Treatment approved for next winter’s flu

By MIKE STOBBE, Associated Press
Published: February 21, 2018, 8:16pm

NEW YORK — It’s OK for doctors to start using a kid-friendly nasal spray flu vaccine again, a federal panel said Wednesday.

Two years ago, the advisory group pulled its recommendation for FluMist vaccine after research found it wasn’t working against swine flu, the kind of flu that was making most people sick then. But the Advisory Committee of Immunization Practices voted 12-2 Wednesday to recommend the nasal spray as an option for next winter’s flu season.

An official from AstraZeneca, the company that makes FluMist, said the problem with the vaccine has been identified and corrected. But panel members noted there’s still not good proof that FluMist works well against the swine flu bug.

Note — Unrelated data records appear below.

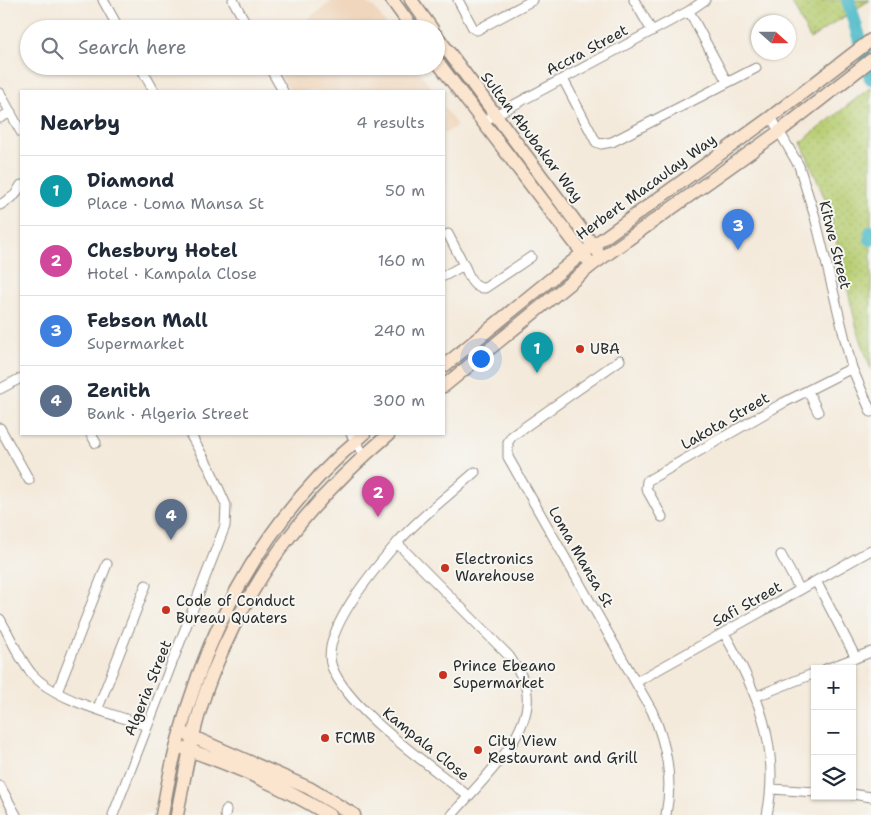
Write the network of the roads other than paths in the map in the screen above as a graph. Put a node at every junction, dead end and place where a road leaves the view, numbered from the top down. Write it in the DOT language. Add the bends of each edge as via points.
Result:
graph roads {
  1 [pos="102,0"];
  2 [pos="233,0"];
  3 [pos="392,0"];
  4 [pos="411,0"];
  5 [pos="458,0"];
  6 [pos="533,0"];
  7 [pos="634,0"];
  8 [pos="705,0"];
  9 [pos="689,11"];
  10 [pos="114,20"];
  11 [pos="243,20"];
  12 [pos="406,20"];
  13 [pos="425,20"];
  14 [pos="652,31"];
  15 [pos="871,40"];
  16 [pos="445,47"];
  17 [pos="871,60"];
  18 [pos="756,68"];
  19 [pos="445,72"];
  20 [pos="145,75"];
  21 [pos="274,75"];
  22 [pos="563,79"];
  23 [pos="727,82"];
  24 [pos="153,90"];
  25 [pos="282,90"];
  26 [pos="0,93"];
  27 [pos="10,112"];
  28 [pos="495,115"];
  29 [pos="0,118"];
  30 [pos="771,118"];
  31 [pos="482,122"];
  32 [pos="20,130"];
  33 [pos="780,131"];
  34 [pos="20,187"];
  35 [pos="0,205"];
  36 [pos="448,234"];
  37 [pos="593,246"];
  38 [pos="582,253"];
  39 [pos="531,257"];
  40 [pos="597,261"];
  41 [pos="464,265"];
  42 [pos="445,275"];
  43 [pos="620,360"];
  44 [pos="445,365"];
  45 [pos="852,368"];
  46 [pos="20,379"];
  47 [pos="445,385"];
  48 [pos="0,390"];
  49 [pos="808,391"];
  50 [pos="818,412"];
  51 [pos="871,412"];
  52 [pos="0,428"];
  53 [pos="92,435"];
  54 [pos="191,435"];
  55 [pos="388,435"];
  56 [pos="357,436"];
  57 [pos="96,443"];
  58 [pos="364,455"];
  59 [pos="476,472"];
  60 [pos="29,480"];
  61 [pos="662,517"];
  62 [pos="397,543"];
  63 [pos="871,550"];
  64 [pos="781,555"];
  65 [pos="107,564"];
  66 [pos="816,581"];
  67 [pos="146,585"];
  68 [pos="800,590"];
  69 [pos="0,619"];
  70 [pos="724,633"];
  71 [pos="871,652"];
  72 [pos="856,658"];
  73 [pos="837,665"];
  74 [pos="811,675"];
  75 [pos="636,682"];
  76 [pos="57,692"];
  77 [pos="757,696"];
  78 [pos="98,708"];
  79 [pos="147,726"];
  80 [pos="179,731"];
  81 [pos="194,736"];
  82 [pos="176,745"];
  83 [pos="190,750"];
  84 [pos="0,786"];
  85 [pos="772,789"];
  86 [pos="811,792"];
  87 [pos="856,795"];
  88 [pos="468,796"];
  89 [pos="871,797"];
  90 [pos="16,815"];
  91 [pos="113,815"];
  92 [pos="162,815"];
  93 [pos="177,815"];
  94 [pos="328,815"];
  95 [pos="354,815"];
  96 [pos="452,815"];
  97 [pos="666,815"];
  98 [pos="767,815"];
  1 -- 10 [label="street"];
  2 -- 11 [label="street"];
  3 -- 12 [label="main road"];
  4 -- 13 [label="main road"];
  5 -- 6 [label="street" via="477,30"];
  7 -- 14 [label="street"];
  8 -- 9 [label="street, Accra Street"];
  9 -- 14 [label="street, Accra Street"];
  9 -- 23 [label="street"];
  14 -- 22 [label="street, Accra Street"];
  15 -- 30 [label="main road, Herbert Macaulay Way"];
  16 -- 28 [label="main road, Sultan Abubakar Way"];
  17 -- 33 [label="main road, Herbert Macaulay Way"];
  18 -- 23 [label="street"];
  19 -- 31 [label="main road, Sultan Abubakar Way"];
  20 -- 24 [label="street"];
  21 -- 25 [label="street"];
  22 -- 23 [label="street" via="596,142 601,144 612,142"];
  22 -- 28 [label="street, Accra Street"];
  26 -- 27 [label="street"];
  27 -- 29 [label="street"];
  27 -- 32 [label="street"];
  28 -- 31 [label="street, Accra Street"];
  28 -- 37 [label="main road, Sultan Abubakar Way"];
  30 -- 33 [label="street, Kitwe Street"];
  30 -- 37 [label="main road, Herbert Macaulay Way"];
  31 -- 38 [label="main road, Sultan Abubakar Way"];
  33 -- 40 [label="main road, Herbert Macaulay Way"];
  33 -- 45 [label="street, Kitwe Street" via="799,166 815,217"];
  34 -- 35 [label="street" via="16,195"];
  36 -- 41 [label="street"];
  37 -- 38 [label="main road, Herbert Macaulay Way"];
  37 -- 40 [label="main road, Sultan Abubakar Way"];
  38 -- 40 [label="main road, Sultan Abubakar Way"];
  38 -- 44 [label="main road, Herbert Macaulay Way"];
  39 -- 41 [label="street" via="485,288 474,284"];
  40 -- 47 [label="main road, Herbert Macaulay Way"];
  41 -- 42 [label="street"];
  43 -- 75 [label="street, Loma Mansa St" via="512,436 507,449 508,457"];
  45 -- 49 [label="street, Lakota Street"];
  45 -- 51 [label="street, Kitwe Street"];
  46 -- 48 [label="street"];
  49 -- 50 [label="street"];
  49 -- 61 [label="street, Lakota Street" via="647,481 646,488"];
  52 -- 60 [label="street"];
  53 -- 57 [label="street"];
  54 -- 79 [label="street, Algeria Street" via="226,506 225,526"];
  55 -- 58 [label="main road"];
  56 -- 58 [label="street"];
  56 -- 80 [label="main road" via="286,514 254,560 215,630"];
  58 -- 81 [label="main road" via="298,524 266,569 211,676"];
  59 -- 62 [label="street"];
  62 -- 88 [label="street, Kampala Close" via="508,656 520,673 527,693 526,714 517,736"];
  62 -- 88 [label="street, Kampala Close" via="345,612 333,636 330,660 343,687 358,706"];
  63 -- 66 [label="street, Safi Street"];
  64 -- 68 [label="street"];
  65 -- 76 [label="street"];
  66 -- 68 [label="street, Safi Street"];
  66 -- 72 [label="street"];
  67 -- 78 [label="street"];
  68 -- 70 [label="street, Safi Street"];
  69 -- 76 [label="street" via="32,674"];
  70 -- 75 [label="street, Safi Street"];
  70 -- 77 [label="street"];
  71 -- 72 [label="street"];
  72 -- 73 [label="street"];
  74 -- 77 [label="street"];
  75 -- 97 [label="street, Loma Mansa St" via="661,732 668,760 670,789"];
  76 -- 78 [label="street"];
  77 -- 85 [label="street" via="768,740"];
  78 -- 79 [label="street"];
  79 -- 91 [label="street, Algeria Street"];
  80 -- 81 [label="main road"];
  80 -- 82 [label="main road"];
  81 -- 83 [label="main road"];
  81 -- 95 [label="main road" via="310,788"];
  82 -- 83 [label="main road"];
  82 -- 92 [label="main road"];
  83 -- 93 [label="main road"];
  83 -- 94 [label="main road" via="260,779"];
  84 -- 90 [label="street"];
  85 -- 86 [label="street"];
  85 -- 98 [label="street"];
  87 -- 89 [label="street"];
  88 -- 96 [label="street"];
}
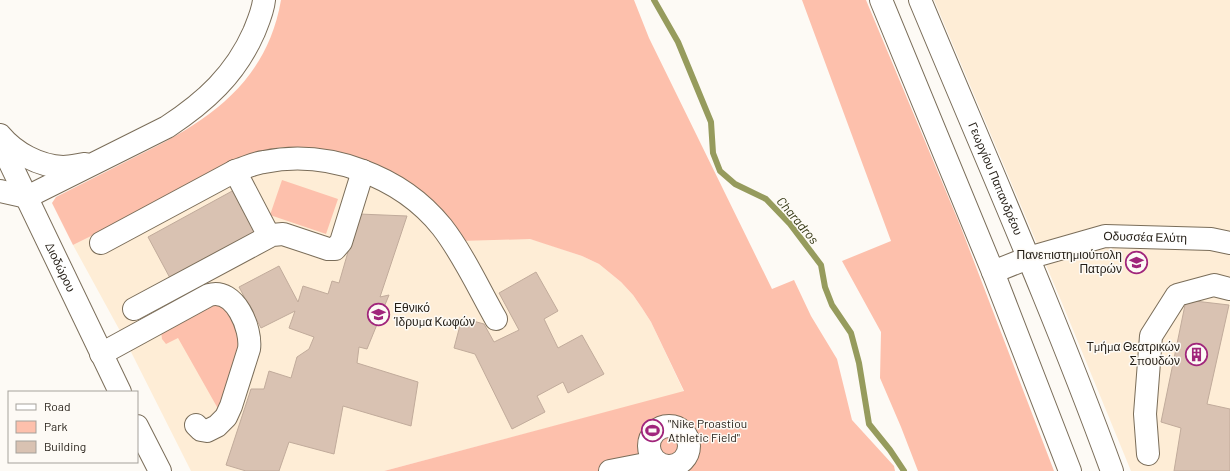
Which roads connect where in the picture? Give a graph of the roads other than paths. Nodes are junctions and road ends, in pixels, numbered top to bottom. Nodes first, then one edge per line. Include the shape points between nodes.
1 (264, 0) edge
2 (880, 0) edge
3 (920, 0) edge
4 (0, 134) edge
5 (0, 142) edge
6 (106, 159) junction
7 (235, 171) junction
8 (363, 172) junction
9 (0, 191) edge
10 (27, 197) junction
11 (270, 236) junction
12 (101, 243) dead end
13 (1230, 244) edge
14 (1028, 258) junction
15 (993, 272) junction
16 (1230, 289) edge
17 (134, 309) dead end
18 (496, 319) dead end
19 (101, 354) junction
20 (120, 391) edge
21 (196, 425) dead end
22 (138, 428) edge
23 (1148, 454) dead end
24 (656, 462) dead end
25 (160, 471) edge
26 (610, 471) edge
27 (1070, 471) edge
28 (1112, 471) edge

1 - 6 main road via 258,24 248,46 224,80 206,99 167,127
2 - 15 main road
3 - 14 main road, Γεωργίου Παπανδρέου
4 - 6 main road via 19,152 48,164 63,167
5 - 10 main road, Διοδώρου
6 - 10 main road
7 - 8 main road via 263,162 299,158 335,163
7 - 11 main road
7 - 12 main road
8 - 11 main road via 337,248 328,249 283,234
8 - 18 main road via 404,193 435,220 450,238
9 - 10 main road
10 - 19 main road, Διοδώρου
11 - 17 main road
13 - 14 main road, Οδυσσέα Ελύτη via 1212,239 1105,236
14 - 15 main road, Οδυσσέα Ελύτη
14 - 28 main road, Γεωργίου Παπανδρέου
15 - 27 main road
16 - 23 main road via 1214,285 1177,295 1151,336 1145,414
19 - 20 main road, Διοδώρου
19 - 21 main road via 209,295 220,294 229,298 248,328 249,348 226,417 207,431
22 - 25 main road
24 - 26 main road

“This is not an easy decision. It’s always a challenge to make a decision with incomplete data,” said one panel member, Dr. Edward Belongia of the Wisconsin-based Marshfield Clinic Research Foundation.

The panel makes its recommendations to the Centers for Disease Control and Prevention, which usually accepts the advice and sends guidelines to doctors .

FluMist is the only spray-in-the-nose vaccine on the market. Unlike shots made from a killed virus, it is made from a live but weak virus.

The AstraZeneca product was once considered the best childhood flu vaccine on the market and accounted for about a third of all child vaccinations. But in 2016, the committee rescinded its recommendation of FluMist after federal study results showed it provided no protection from the 2009 swine flu strain that made most people sick the previous year.